Owing to its tropism for primary human CD4 T lymphocytes, AAV6 has garnered interest in the context of anti-HIV therapeutic strategies (this issue, Stone et al. 8 ). However, pre-existing immunity against AAVs might pose a challenge in this regard. Stone and colleagues, therefore, investigated whether rapamycin administration would allow in vivo delivery of AAV6 and a capsid-modified version of AAV6 in seropositive rhesus macaques. Indeed, gene expression in muscle was obtained, which suggests that combining rapamycin and subcutaneous AAV vector administration could allow for expression of broadly neutralizing anti-HIV antibodies from muscle in AAV seropositive individuals.
In addition to muscle, cells of the hematopoietic system are targets for several gene therapy-based anti-HIV approaches. The comprehensive review of Cornu and colleagues provides an excellent summary on the current state of the field, in particular, highlighting genome editing-related strategies for developing a cure for HIV (this issue, Cornu et al. 4 ).
Chanut and colleagues review changes induced by the most frequently applied conditioning regimens, using alkylating agents and total body irradiation in murine models of human diseases (this issue, Chanut et al. 9 ). Studies such as those discussed by Chanut and colleagues are important to distinguish conditioning-induced effects including severe side effects from those caused by the transplantation. However, samples from patients with rare diseases, including PID patients, are often limited. To overcome these limitations, Sens and colleagues generated a set of IL-10 signaling pathway-related knockout induced pluripotent stem cells clones that were subsequently differentiated into macrophages (this issue, Sens et al. 10 ). In addition to gaining valuable insights into the pathomechanism, Sens and colleagues used these novel disease models to test therapeutic LV-based and small molecule-based approaches.

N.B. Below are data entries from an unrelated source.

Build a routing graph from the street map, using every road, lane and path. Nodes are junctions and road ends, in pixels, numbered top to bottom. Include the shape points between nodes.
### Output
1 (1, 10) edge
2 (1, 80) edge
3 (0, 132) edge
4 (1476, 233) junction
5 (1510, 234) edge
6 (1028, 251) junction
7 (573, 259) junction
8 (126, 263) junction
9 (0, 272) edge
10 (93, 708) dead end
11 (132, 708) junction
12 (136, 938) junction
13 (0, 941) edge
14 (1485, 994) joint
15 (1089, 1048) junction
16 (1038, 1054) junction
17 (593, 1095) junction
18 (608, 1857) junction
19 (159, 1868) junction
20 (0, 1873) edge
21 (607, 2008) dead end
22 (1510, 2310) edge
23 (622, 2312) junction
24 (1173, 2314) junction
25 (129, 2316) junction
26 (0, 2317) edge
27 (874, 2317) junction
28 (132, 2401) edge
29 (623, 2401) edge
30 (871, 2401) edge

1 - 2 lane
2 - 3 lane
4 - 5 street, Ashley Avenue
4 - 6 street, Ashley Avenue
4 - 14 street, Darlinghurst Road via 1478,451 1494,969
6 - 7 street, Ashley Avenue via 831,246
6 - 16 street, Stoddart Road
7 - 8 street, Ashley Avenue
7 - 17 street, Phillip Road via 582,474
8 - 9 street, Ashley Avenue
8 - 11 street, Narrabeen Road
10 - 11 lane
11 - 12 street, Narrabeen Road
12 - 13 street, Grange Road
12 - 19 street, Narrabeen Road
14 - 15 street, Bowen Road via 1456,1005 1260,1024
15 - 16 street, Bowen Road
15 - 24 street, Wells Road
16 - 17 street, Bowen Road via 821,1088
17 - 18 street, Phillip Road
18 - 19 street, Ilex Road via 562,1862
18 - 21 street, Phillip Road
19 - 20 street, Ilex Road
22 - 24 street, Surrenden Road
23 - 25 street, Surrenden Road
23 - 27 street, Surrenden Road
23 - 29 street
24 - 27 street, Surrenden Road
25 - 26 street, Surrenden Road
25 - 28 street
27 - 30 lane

As already mentioned, this special issue was planned for the 28th annual congress of the ESGCT organized jointly with the BSGCT. The COVID-19 pandemic forced a change of plans for the congress,* but did not stop us from preparing this special issue. We focused on inherited and acquired immune deficiencies as an example to discuss the current state of cell and gene therapy and to show that the potential of cell and gene therapy goes far beyond monogenic diseases and is opening new avenues for developing prevention from and cure of infectious diseases.